Invece di citare Saint Exupéry (copiando incautamente e, voglio sperare, inconsapevolmente il compianto Veltroni) e di dialogare a distanza con Pigi Battista, nel suo storico discorso di domenica a Perugia, Gianfranco Fini avrebbe fatto meglio a citare Piero Gobetti: “Un partito conservatore poteva compiere in Italia una funzione moderna, indirettamente liberale, in quanto facesse sentire la dignità del rispetto della legge, l’esigenza di difendere scrupolosamente la sicurezza pubblica, e l’efficacia del culto delle tradizioni per fondare nel paese una coesione morale”.

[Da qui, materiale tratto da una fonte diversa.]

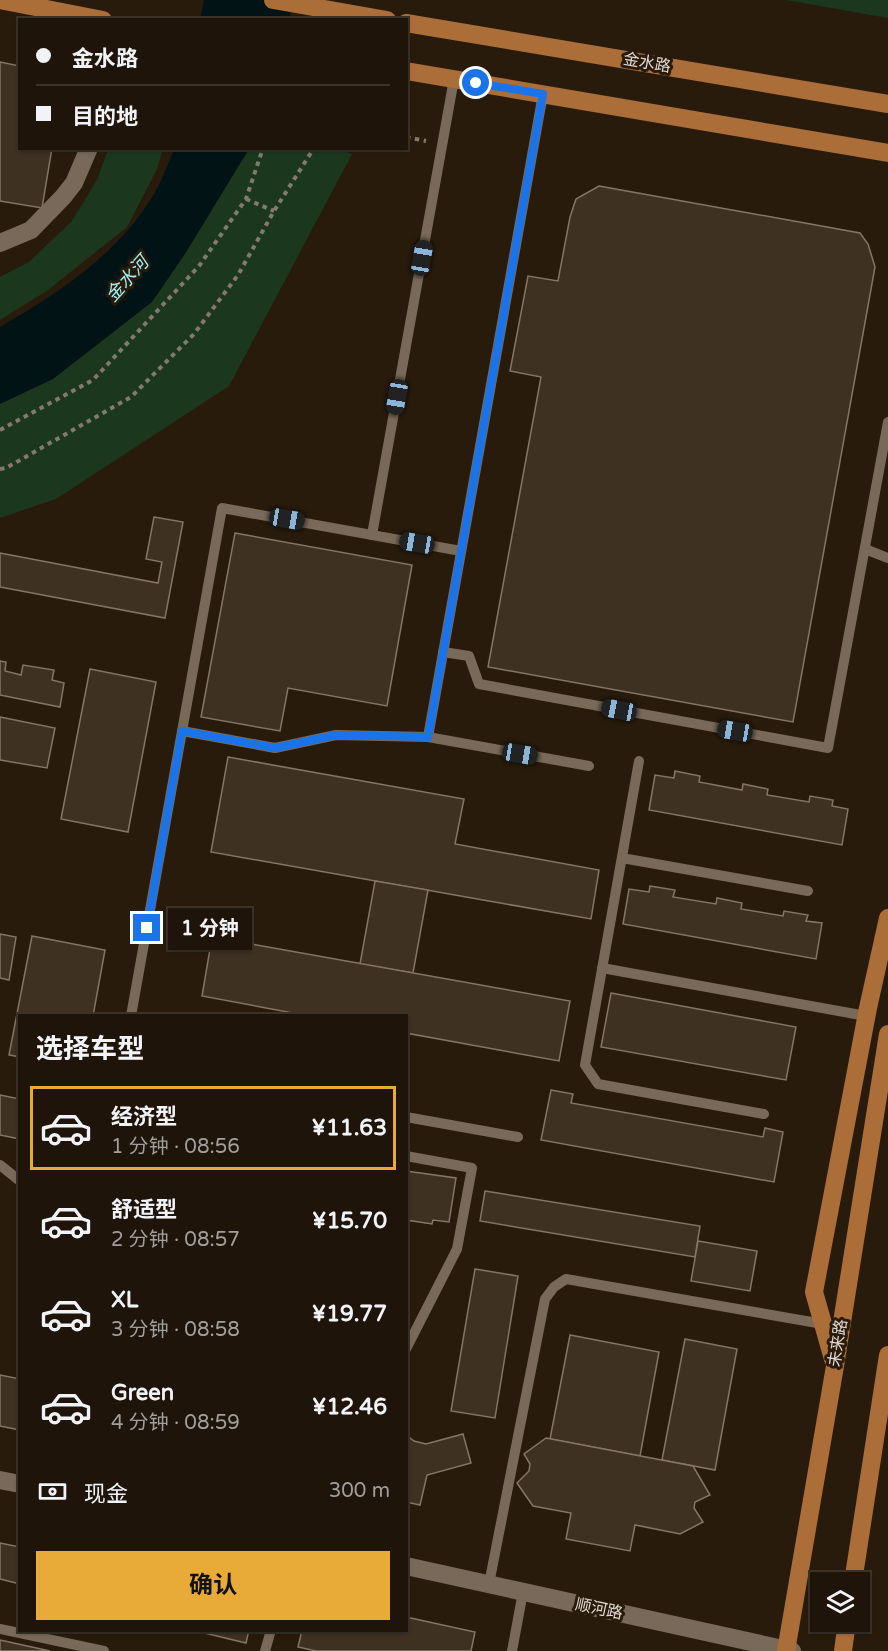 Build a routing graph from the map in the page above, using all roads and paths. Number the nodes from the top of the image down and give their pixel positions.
1 (0, 0) edge
2 (273, 0) edge
3 (93, 18) edge
4 (375, 18) edge
5 (408, 23) edge
6 (408, 71) edge
7 (454, 79) junction
8 (543, 94) junction
9 (888, 104) edge
10 (88, 150) edge
11 (262, 150) edge
12 (313, 150) edge
13 (888, 153) edge
14 (246, 199) junction
15 (274, 211) junction
16 (0, 243) edge
17 (888, 422) edge
18 (0, 430) edge
19 (0, 469) edge
20 (372, 535) junction
21 (865, 549) junction
22 (461, 551) junction
23 (888, 558) edge
24 (443, 652) junction
25 (182, 731) junction
26 (428, 737) junction
27 (639, 761) dead end
28 (589, 766) dead end
29 (622, 858) junction
30 (808, 891) dead end
31 (888, 918) edge
32 (602, 968) junction
33 (131, 1014) edge
34 (866, 1016) junction
35 (888, 1034) edge
36 (764, 1114) dead end
37 (408, 1118) edge
38 (518, 1137) dead end
39 (408, 1156) edge
40 (0, 1165) edge
41 (18, 1179) edge
42 (823, 1324) junction
43 (408, 1345) edge
44 (888, 1355) edge
45 (835, 1366) junction
46 (886, 1375) edge
47 (0, 1480) edge
48 (18, 1484) edge
49 (408, 1566) edge
50 (855, 1572) edge
51 (489, 1584) junction
52 (523, 1592) junction
53 (0, 1629) edge
54 (270, 1632) edge
55 (846, 1632) edge
56 (104, 1651) edge
57 (265, 1651) edge
58 (512, 1651) edge
59 (788, 1651) edge
60 (843, 1651) edge

1 - 3 main road
2 - 4 main road
5 - 9 main road, 金水路
6 - 7 main road
7 - 8 main road
7 - 20 lane
8 - 13 main road
8 - 22 lane
10 - 16 street
11 - 14 path
12 - 15 path
14 - 15 path
14 - 18 path
15 - 19 path
17 - 21 lane
20 - 22 lane
20 - 25 lane
21 - 23 lane
21 - 24 lane
22 - 24 lane
24 - 26 lane
25 - 26 lane
25 - 33 lane
26 - 28 lane
27 - 29 lane
29 - 30 lane
29 - 32 lane
31 - 34 main road
32 - 34 lane
32 - 36 lane
34 - 42 main road
35 - 45 main road, 未来路
37 - 38 lane
39 - 43 lane
40 - 41 lane
42 - 45 main road
42 - 51 lane
44 - 46 main road
45 - 59 main road, 未来路
46 - 50 main road
47 - 48 street
49 - 51 street, 顺河路
51 - 52 street, 顺河路
52 - 58 lane
52 - 59 street, 顺河路
53 - 56 lane
54 - 57 lane
55 - 60 main road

Questa sì sarebbe stata una degna epigrafe all’atto di nascita di Futuro e Libertà. Non a caso un grande intellettuale di destra, Giuseppe Prezzolini, l’aveva posta all’inizio del suo “Manifesto dei conservatori” (1972). Forse davvero dopo la lunga notte della destra fascista e lo sgangherato carnevale della destra sfascista, in Italia sta finalmente per vedere la luce la destra moderna ed europea cara a Prezzolini? E’ quello che tutti i democratici si augurano. Ma questo presuppone due condizioni: la prima, che nelle file del partito di Fini non si riaffaccino certi residuati della vecchia politica, inquisiti e voltagabbana di lungo corso.

Secondo, che spunti da qualche parte nel paese una borghesia degna di questo nome, che sappia anteporre il bene delle aziende e della società al proprio tornaconto personale. Su questo secondo punto nutro forti dubbi. Ammesso che sia mai esistita, una classe di questo tipo, sedici anni di sultanato berlusconiano l’hanno geneticamente modificata fino a stravolgerla. Non e’ vero, come sostiene Beppe Severgnini, che il Cav rappresenta la pancia del Paese. Semmai e’ vero il contrario. Questa pancia, lui e’ riuscito a scalpellarla come un chirurgo plastico (avrà preso ripetizioni dall’ex marito della Santanche’?) a propria immagine e somiglianza. Ha corrotto così in profondità la società civile (sinistra inclusa) che la bonifica richiederà anni e anni, sempre che mai si riesca a portarla a termine. Berlusconi finirà o prima o poi, ma il  berlusconismo sopravvivrà a Berlusconi. E la destra vagheggiata dai Gobetti, dai Prezzolini e dai Montanelli resterà, temo, ancora a lungo un bell’ideale letterario.